* WHAT THIS TASK INVOLVES: Could you reproduce the material below exactly, from the line containing "thumb tip: (311, 249)" through its last line, and leave out everything else?

* EXERCISE MATERIAL:
************

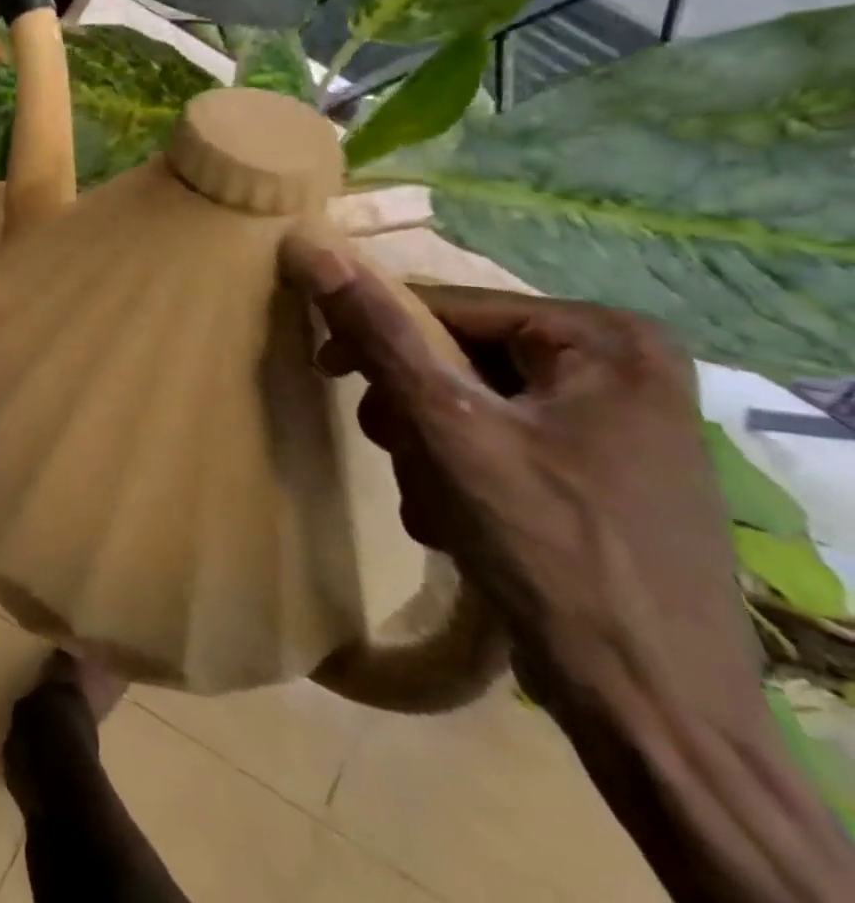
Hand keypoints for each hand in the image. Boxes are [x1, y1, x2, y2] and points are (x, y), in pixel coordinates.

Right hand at [282, 237, 749, 706]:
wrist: (651, 714)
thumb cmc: (552, 553)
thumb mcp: (447, 430)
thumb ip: (378, 335)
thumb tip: (311, 249)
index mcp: (606, 340)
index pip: (447, 307)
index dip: (377, 337)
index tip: (329, 374)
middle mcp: (620, 369)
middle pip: (457, 357)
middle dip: (410, 408)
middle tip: (396, 450)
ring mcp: (613, 424)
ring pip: (467, 402)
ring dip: (426, 447)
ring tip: (434, 501)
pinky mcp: (599, 473)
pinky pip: (496, 440)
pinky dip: (460, 474)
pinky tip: (458, 519)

************

* ANSWER SPACE:
thumb tip: (311, 249)
index mcp: (606, 340)
index pip: (447, 307)
index dip: (377, 337)
index tip: (329, 374)
middle mcp: (620, 369)
middle pip: (457, 357)
middle dip: (410, 408)
middle tip: (396, 450)
ring mcp: (613, 424)
ring pip: (467, 402)
ring dip: (426, 447)
ring tip: (434, 501)
pinky mcp: (599, 473)
pinky pip: (496, 440)
pinky dip: (460, 474)
pinky tip: (458, 519)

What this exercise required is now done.